Collected data entries
· · · · · · ·
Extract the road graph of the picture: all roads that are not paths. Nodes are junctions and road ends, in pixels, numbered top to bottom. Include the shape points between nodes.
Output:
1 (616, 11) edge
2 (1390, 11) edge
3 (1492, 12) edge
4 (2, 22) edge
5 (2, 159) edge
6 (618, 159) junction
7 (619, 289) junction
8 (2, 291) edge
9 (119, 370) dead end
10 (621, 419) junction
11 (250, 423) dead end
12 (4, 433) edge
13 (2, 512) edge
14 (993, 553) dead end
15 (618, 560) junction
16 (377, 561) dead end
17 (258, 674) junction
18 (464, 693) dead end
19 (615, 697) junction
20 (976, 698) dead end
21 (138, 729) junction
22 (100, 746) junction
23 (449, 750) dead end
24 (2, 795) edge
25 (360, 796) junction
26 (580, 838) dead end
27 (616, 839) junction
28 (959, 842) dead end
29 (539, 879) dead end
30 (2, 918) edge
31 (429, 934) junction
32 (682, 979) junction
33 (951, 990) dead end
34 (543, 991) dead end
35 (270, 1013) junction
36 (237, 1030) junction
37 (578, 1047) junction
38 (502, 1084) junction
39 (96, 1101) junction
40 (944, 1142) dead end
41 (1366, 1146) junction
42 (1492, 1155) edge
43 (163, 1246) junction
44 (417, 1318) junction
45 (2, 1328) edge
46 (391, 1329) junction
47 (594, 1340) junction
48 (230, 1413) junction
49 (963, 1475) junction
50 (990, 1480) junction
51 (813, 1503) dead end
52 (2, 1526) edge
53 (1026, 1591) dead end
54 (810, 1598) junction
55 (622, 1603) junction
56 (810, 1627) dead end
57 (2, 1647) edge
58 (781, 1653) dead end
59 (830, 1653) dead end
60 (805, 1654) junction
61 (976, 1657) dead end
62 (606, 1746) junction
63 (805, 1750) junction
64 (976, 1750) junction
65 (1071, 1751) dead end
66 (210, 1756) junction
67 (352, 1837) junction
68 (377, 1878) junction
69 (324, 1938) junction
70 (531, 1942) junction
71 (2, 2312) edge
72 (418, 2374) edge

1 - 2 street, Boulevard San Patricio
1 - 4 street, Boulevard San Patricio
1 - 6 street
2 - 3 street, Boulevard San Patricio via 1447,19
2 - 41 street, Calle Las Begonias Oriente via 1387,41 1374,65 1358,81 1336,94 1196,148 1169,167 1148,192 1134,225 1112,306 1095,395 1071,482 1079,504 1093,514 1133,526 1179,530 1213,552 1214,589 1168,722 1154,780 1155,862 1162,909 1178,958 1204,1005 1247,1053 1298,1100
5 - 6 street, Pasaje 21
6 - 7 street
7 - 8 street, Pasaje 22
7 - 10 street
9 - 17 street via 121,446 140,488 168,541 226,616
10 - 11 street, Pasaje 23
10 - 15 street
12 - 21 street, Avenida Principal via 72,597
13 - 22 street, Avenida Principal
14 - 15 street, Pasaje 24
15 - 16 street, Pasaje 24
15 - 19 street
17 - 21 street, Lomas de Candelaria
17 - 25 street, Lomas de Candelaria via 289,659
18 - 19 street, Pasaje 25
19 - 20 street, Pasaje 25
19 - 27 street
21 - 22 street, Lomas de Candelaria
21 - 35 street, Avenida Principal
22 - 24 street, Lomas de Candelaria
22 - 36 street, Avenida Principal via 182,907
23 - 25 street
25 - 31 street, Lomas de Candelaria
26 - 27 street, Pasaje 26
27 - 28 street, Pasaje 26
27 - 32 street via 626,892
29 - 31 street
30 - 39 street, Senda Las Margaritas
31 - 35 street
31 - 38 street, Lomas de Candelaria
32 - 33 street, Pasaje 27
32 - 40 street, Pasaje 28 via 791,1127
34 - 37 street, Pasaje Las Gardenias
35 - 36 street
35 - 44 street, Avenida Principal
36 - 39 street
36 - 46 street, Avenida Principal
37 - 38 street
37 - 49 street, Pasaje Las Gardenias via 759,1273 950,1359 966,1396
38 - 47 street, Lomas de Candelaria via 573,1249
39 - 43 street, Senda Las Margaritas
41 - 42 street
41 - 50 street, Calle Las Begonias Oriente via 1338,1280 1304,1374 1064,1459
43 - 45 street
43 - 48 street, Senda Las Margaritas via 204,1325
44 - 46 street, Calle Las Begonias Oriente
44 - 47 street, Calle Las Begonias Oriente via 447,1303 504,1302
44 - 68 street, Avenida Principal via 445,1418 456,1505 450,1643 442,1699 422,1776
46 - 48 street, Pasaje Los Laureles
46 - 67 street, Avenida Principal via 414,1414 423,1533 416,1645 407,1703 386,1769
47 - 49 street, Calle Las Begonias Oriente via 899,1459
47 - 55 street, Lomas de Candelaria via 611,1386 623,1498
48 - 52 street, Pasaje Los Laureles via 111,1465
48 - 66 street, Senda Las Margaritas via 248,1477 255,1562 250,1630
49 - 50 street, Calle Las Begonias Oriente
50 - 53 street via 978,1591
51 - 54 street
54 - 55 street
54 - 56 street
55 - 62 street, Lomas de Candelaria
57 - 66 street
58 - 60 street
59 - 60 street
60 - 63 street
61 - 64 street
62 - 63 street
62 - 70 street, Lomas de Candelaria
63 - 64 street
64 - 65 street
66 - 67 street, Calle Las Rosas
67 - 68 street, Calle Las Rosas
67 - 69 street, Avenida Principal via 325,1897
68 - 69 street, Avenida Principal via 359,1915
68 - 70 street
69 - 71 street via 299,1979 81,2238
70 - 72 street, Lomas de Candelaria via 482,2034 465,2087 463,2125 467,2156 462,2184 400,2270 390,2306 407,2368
· · · · · · ·
* _Task to carry out_: Each line in the data that holds the string "Rosas" should be found and copied.

* _Task response_:
66 - 67 street, Calle Las Rosas
67 - 68 street, Calle Las Rosas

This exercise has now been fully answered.